The input below:

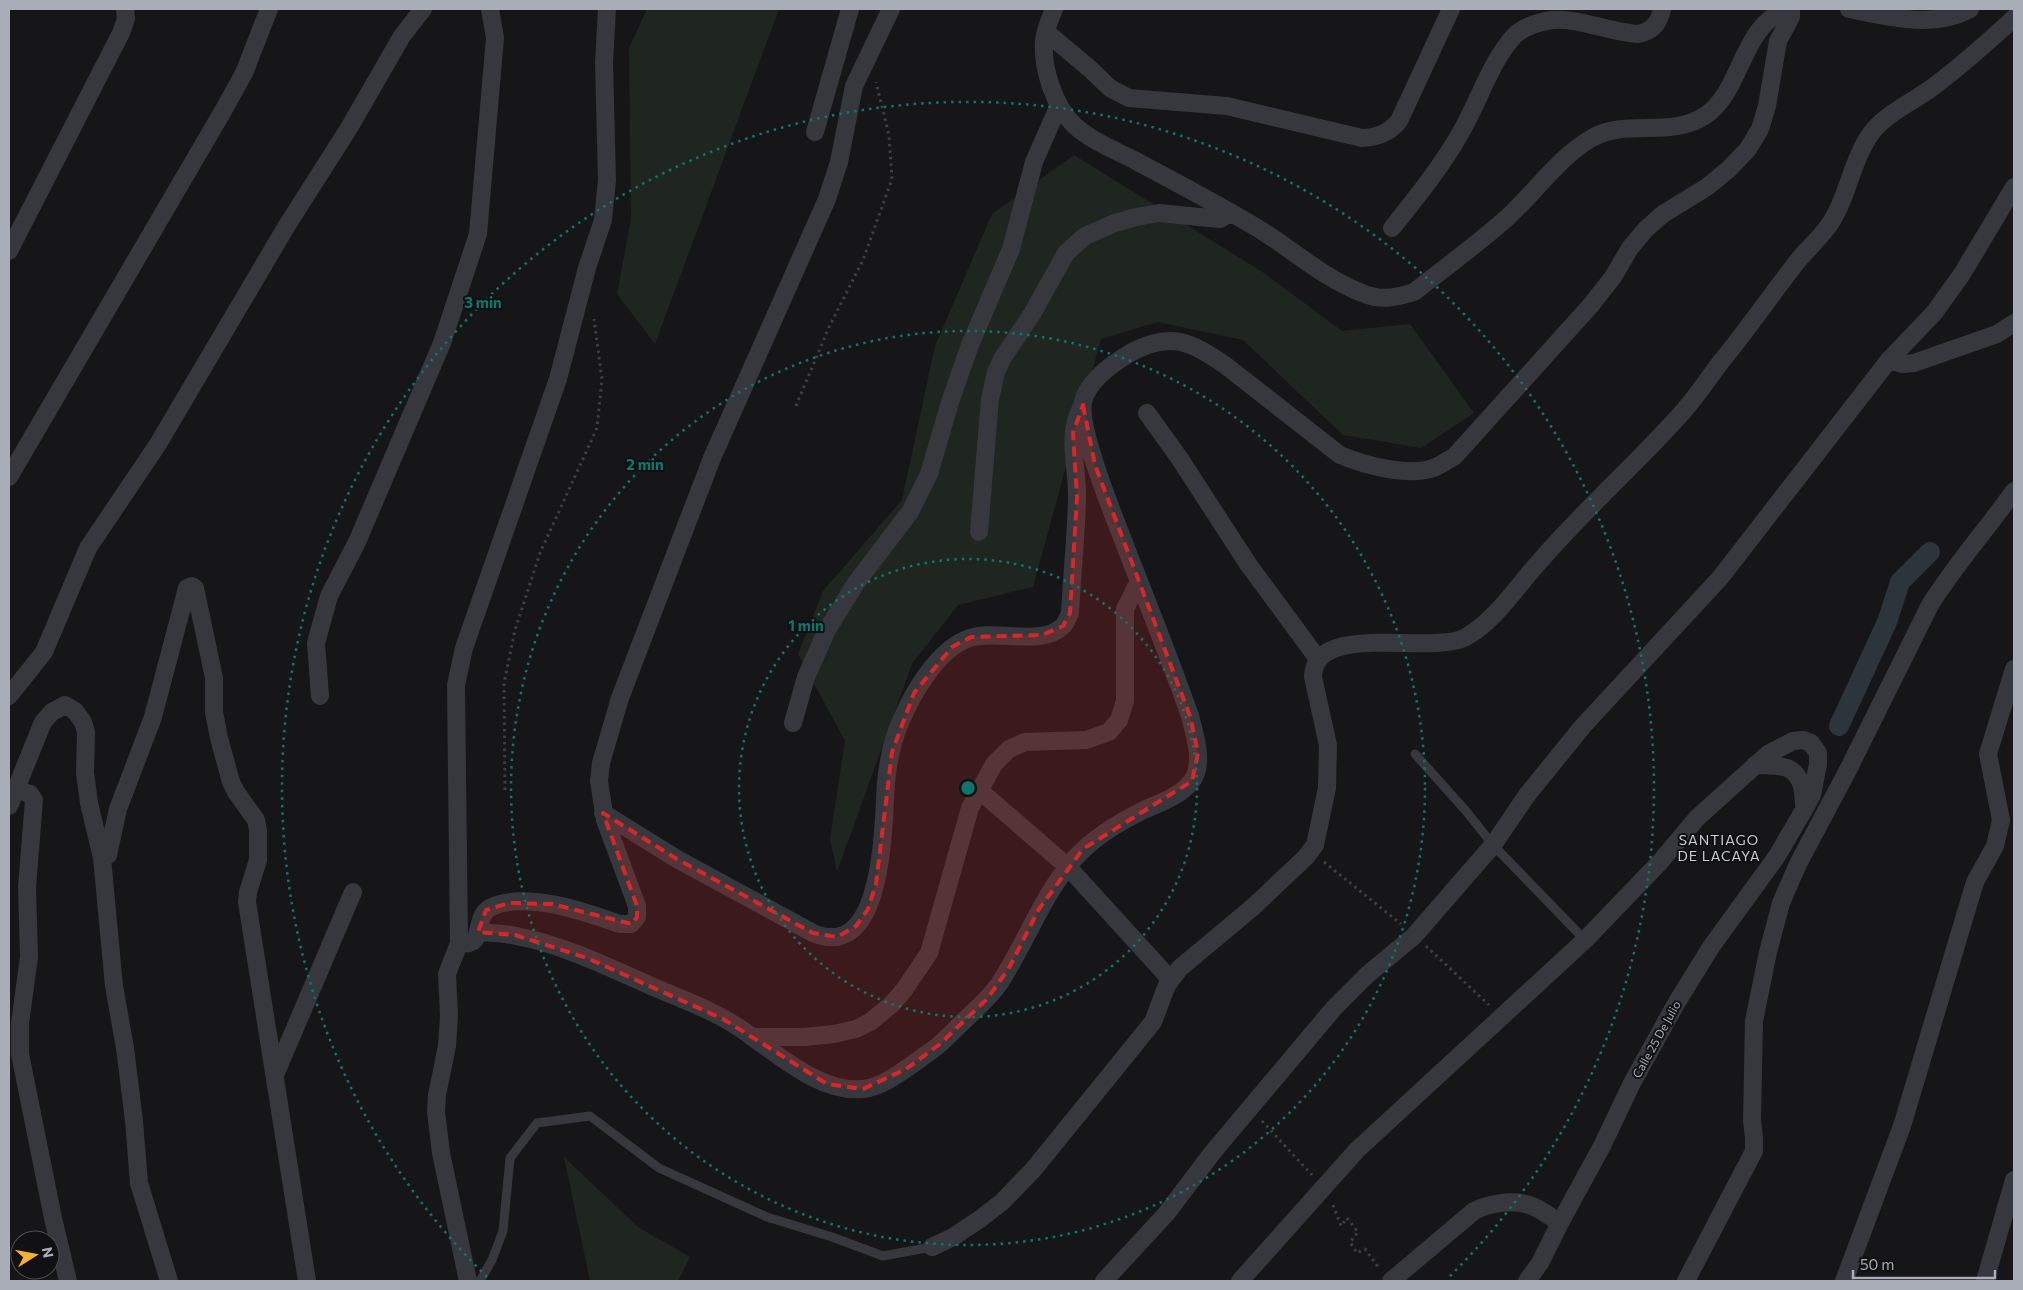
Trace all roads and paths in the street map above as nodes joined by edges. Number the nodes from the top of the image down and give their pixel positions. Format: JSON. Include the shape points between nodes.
{"nodes":[{"id":1,"x":125,"y":9,"type":"edge"},
{"id":2,"x":269,"y":9,"type":"edge"},
{"id":3,"x":423,"y":9,"type":"edge"},
{"id":4,"x":490,"y":9,"type":"edge"},
{"id":5,"x":607,"y":9,"type":"edge"},
{"id":6,"x":850,"y":9,"type":"edge"},
{"id":7,"x":891,"y":9,"type":"edge"},
{"id":8,"x":1054,"y":9,"type":"edge"},
{"id":9,"x":1451,"y":9,"type":"edge"},
{"id":10,"x":1662,"y":9,"type":"edge"},
{"id":11,"x":1789,"y":9,"type":"edge"},
{"id":12,"x":1849,"y":9,"type":"edge"},
{"id":13,"x":1970,"y":9,"type":"edge"},
{"id":14,"x":2014,"y":18,"type":"edge"},
{"id":15,"x":1046,"y":32,"type":"junction"},
{"id":16,"x":870,"y":55,"type":"junction"},
{"id":17,"x":1059,"y":105,"type":"junction"},
{"id":18,"x":815,"y":132,"type":"dead end"},
{"id":19,"x":2014,"y":186,"type":"edge"},
{"id":20,"x":1230,"y":213,"type":"junction"},
{"id":21,"x":1392,"y":228,"type":"dead end"},
{"id":22,"x":9,"y":251,"type":"edge"},
{"id":23,"x":593,"y":314,"type":"dead end"},
{"id":24,"x":2014,"y":323,"type":"edge"},
{"id":25,"x":1889,"y":360,"type":"junction"},
{"id":26,"x":1083,"y":405,"type":"junction"},
{"id":27,"x":796,"y":406,"type":"dead end"},
{"id":28,"x":1146,"y":413,"type":"dead end"},
{"id":29,"x":9,"y":477,"type":"edge"},
{"id":30,"x":2014,"y":490,"type":"edge"},
{"id":31,"x":979,"y":532,"type":"dead end"},
{"id":32,"x":1138,"y":580,"type":"junction"},
{"id":33,"x":1318,"y":660,"type":"junction"},
{"id":34,"x":2014,"y":669,"type":"edge"},
{"id":35,"x":9,"y":696,"type":"edge"},
{"id":36,"x":320,"y":696,"type":"dead end"},
{"id":37,"x":793,"y":723,"type":"dead end"},
{"id":38,"x":1415,"y":754,"type":"dead end"},
{"id":39,"x":1756,"y":765,"type":"junction"},
{"id":40,"x":16,"y":789,"type":"junction"},
{"id":41,"x":505,"y":790,"type":"dead end"},
{"id":42,"x":979,"y":790,"type":"junction"},
{"id":43,"x":9,"y":806,"type":"edge"},
{"id":44,"x":1805,"y":808,"type":"junction"},
{"id":45,"x":603,"y":813,"type":"junction"},
{"id":46,"x":1493,"y":845,"type":"junction"},
{"id":47,"x":1777,"y":856,"type":"junction"},
{"id":48,"x":102,"y":858,"type":"junction"},
{"id":49,"x":1798,"y":864,"type":"junction"},
{"id":50,"x":1068,"y":867,"type":"junction"},
{"id":51,"x":353,"y":892,"type":"dead end"},
{"id":52,"x":478,"y":932,"type":"junction"},
{"id":53,"x":1585,"y":940,"type":"junction"},
{"id":54,"x":459,"y":943,"type":"junction"},
{"id":55,"x":1171,"y":980,"type":"junction"},
{"id":56,"x":752,"y":1038,"type":"junction"},
{"id":57,"x":274,"y":1075,"type":"junction"},
{"id":58,"x":2014,"y":1180,"type":"edge"},
{"id":59,"x":1560,"y":1223,"type":"junction"},
{"id":60,"x":932,"y":1247,"type":"joint"},
{"id":61,"x":68,"y":1281,"type":"edge"},
{"id":62,"x":170,"y":1281,"type":"edge"},
{"id":63,"x":307,"y":1281,"type":"edge"},
{"id":64,"x":468,"y":1281,"type":"edge"},
{"id":65,"x":480,"y":1281,"type":"edge"},
{"id":66,"x":1104,"y":1281,"type":"edge"},
{"id":67,"x":1240,"y":1281,"type":"edge"},
{"id":68,"x":1391,"y":1281,"type":"edge"},
{"id":69,"x":1526,"y":1281,"type":"edge"},
{"id":70,"x":1686,"y":1281,"type":"edge"},
{"id":71,"x":1844,"y":1281,"type":"edge"},
{"id":72,"x":1984,"y":1281,"type":"edge"}],
"edges":[{"from":1,"to":22,"type":"street","via":[[126,20],[121,33]]},
{"from":2,"to":29,"type":"street","via":[[244,73],[223,111]]},
{"from":3,"to":35,"type":"street","via":[[402,36],[158,444],[88,548],[44,652]]},
{"from":4,"to":36,"type":"street","via":[[495,38],[478,234],[442,343],[357,542],[329,596],[316,643]]},
{"from":5,"to":54,"type":"street","via":[[603,220],[558,379],[464,648],[456,686]]},
{"from":6,"to":18,"type":"street"},
{"from":7,"to":16,"type":"street"},
{"from":8,"to":15,"type":"street"},
{"from":9,"to":15,"type":"street","via":[[1400,120],[1385,134],[1368,138],[1350,137],[1226,106],[1128,98],[1110,88]]},
{"from":10,"to":21,"type":"street","via":[[1660,20],[1647,33],[1556,20],[1527,27],[1516,34],[1508,43],[1461,133]]},
{"from":11,"to":20,"type":"street","via":[[1773,16],[1756,34],[1727,89],[1705,116],[1669,128],[1620,130],[1593,137],[1564,160],[1509,216],[1414,292],[1395,298],[1362,293]]},
{"from":11,"to":26,"type":"street","via":[[1791,17],[1778,41],[1767,106],[1760,129],[1748,149],[1707,187],[1663,214],[1646,229],[1558,344],[1454,457],[1433,468],[1416,471],[1394,470],[1354,461],[1340,455],[1208,353],[1170,339],[1144,346],[1105,371],[1086,393]]},
{"from":12,"to":13,"type":"street","via":[[1930,21],[1950,18]]},
{"from":14,"to":33,"type":"street","via":[[1934,86],[1873,131],[1828,226],[1681,414],[1565,532],[1491,618],[1465,638],[1454,641],[1357,644],[1333,649]]},
{"from":15,"to":17,"type":"street","via":[[1048,81]]},
{"from":16,"to":27,"type":"path","via":[[889,135],[892,179],[862,260]]},
{"from":16,"to":45,"type":"street","via":[[854,86],[839,162],[827,199],[712,458],[620,698],[601,763],[599,780]]},
{"from":17,"to":20,"type":"street","via":[[1073,124],[1090,138]]},
{"from":17,"to":37,"type":"street","via":[[1034,162],[1011,249],[970,345],[929,474],[910,512],[861,575],[827,630],[806,677]]},
{"from":19,"to":25,"type":"street","via":[[1940,305]]},
{"from":20,"to":31,"type":"street","via":[[1220,219],[1159,213],[1136,217],[1084,236],[1066,253],[996,372],[990,399]]},
{"from":23,"to":41,"type":"path","via":[[602,378],[597,428],[540,553],[516,630],[504,683]]},
{"from":24,"to":25,"type":"street","via":[[1997,334],[1914,363]]},
{"from":25,"to":46,"type":"street","via":[[1720,578],[1583,726],[1527,795]]},
{"from":26,"to":32,"type":"street","via":[[1095,465]]},
{"from":26,"to":45,"type":"street","via":[[1076,418],[1074,433],[1077,497],[1070,613],[1063,626],[1042,635],[971,637],[952,647],[914,693],[899,725],[886,780],[876,884],[868,909],[851,931],[836,937],[813,933],[677,859]]},
{"from":28,"to":33,"type":"street","via":[[1185,466],[1248,564]]},
{"from":30,"to":49,"type":"street","via":[[1930,605]]},
{"from":32,"to":42,"type":"street","via":[[1125,609],[1124,701],[1119,720],[1109,732],[1086,740],[1025,742],[1010,749],[994,764]]},
{"from":32,"to":50,"type":"street","via":[[1190,716],[1196,738],[1197,767],[1192,781],[1181,791],[1097,838]]},
{"from":33,"to":55,"type":"street","via":[[1313,668],[1313,677],[1328,744],[1327,788],[1315,845],[1306,857],[1180,968]]},
{"from":34,"to":71,"type":"street","via":[[1988,754],[2002,820],[1995,846],[1975,882],[1902,1126]]},
{"from":38,"to":46,"type":"lane"},
{"from":39,"to":44,"type":"street","via":[[1775,764],[1791,770],[1801,784]]},
{"from":39,"to":44,"type":"street","name":"Calle 25 De Julio","via":[[1768,754],[1793,741],[1810,743],[1818,753],[1818,764],[1812,795]]},
{"from":39,"to":53,"type":"street","name":"Calle 25 De Julio","via":[[1696,818],[1660,862]]},
{"from":40,"to":43,"type":"street"},
{"from":40,"to":48,"type":"street","via":[[43,722],[65,705],[75,711],[86,732],[85,773]]},
{"from":40,"to":61,"type":"street","via":[[30,794],[34,800],[28,887],[28,957],[20,1022],[20,1054]]},
{"from":42,"to":50,"type":"street"},
{"from":42,"to":56,"type":"street","via":[[970,808],[929,953],[904,990],[870,1022],[856,1029],[804,1037]]},
{"from":44,"to":47,"type":"street","name":"Calle 25 De Julio"},
{"from":45,"to":52,"type":"street","via":[[637,906],[638,912],[631,924],[620,924],[552,904],[509,902],[486,910],[480,919]]},
{"from":46,"to":53,"type":"lane"},
{"from":46,"to":66,"type":"street","via":[[1414,936],[1367,974],[1334,1008],[1213,1152],[1166,1214]]},
{"from":47,"to":49,"type":"street"},
{"from":47,"to":59,"type":"street","name":"Calle 25 De Julio","via":[[1711,947],[1677,1002]]},
{"from":48,"to":57,"type":"street","via":[[108,855],[118,809],[153,717],[187,588],[192,586],[214,678],[214,712],[226,766],[236,792],[256,820],[258,830],[258,860],[247,902]]},
{"from":48,"to":62,"type":"street","via":[[114,986],[125,1048],[139,1183]]},
{"from":49,"to":70,"type":"street","via":[[1781,903],[1754,1021],[1754,1151]]},
{"from":50,"to":55,"type":"street"},
{"from":50,"to":56,"type":"street","via":[[1039,909],[1009,968],[987,999],[940,1044],[885,1081],[864,1089],[827,1084]]},
{"from":51,"to":57,"type":"street"},
{"from":52,"to":54,"type":"street","via":[[478,937],[470,943]]},
{"from":52,"to":56,"type":"street","via":[[515,935],[587,958],[686,1001],[743,1030]]},
{"from":53,"to":67,"type":"street","name":"Calle 25 De Julio","via":[[1358,1150]]},
{"from":54,"to":64,"type":"street","via":[[448,970],[447,1046],[436,1112],[441,1153]]},
{"from":55,"to":60,"type":"street","via":[[1152,1022],[1033,1170],[980,1219]]},
{"from":57,"to":63,"type":"street"},
{"from":58,"to":72,"type":"street"},
{"from":59,"to":68,"type":"street","via":[[1531,1206],[1498,1203],[1484,1206]]},
{"from":59,"to":69,"type":"street","name":"Calle 25 De Julio","via":[[1540,1263]]},
{"from":60,"to":65,"type":"lane","via":[[883,1256],[832,1236],[767,1217],[659,1168],[590,1116],[537,1123],[510,1158],[503,1231]]}]}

End of The input.

### [What is required]
Every line of the entries that includes "lane" must be copied into the answer.

### [Task answer]
{"from":38,"to":46,"type":"lane"},
{"from":46,"to":53,"type":"lane"},
{"from":60,"to":65,"type":"lane","via":[[883,1256],[832,1236],[767,1217],[659,1168],[590,1116],[537,1123],[510,1158],[503,1231]]}]}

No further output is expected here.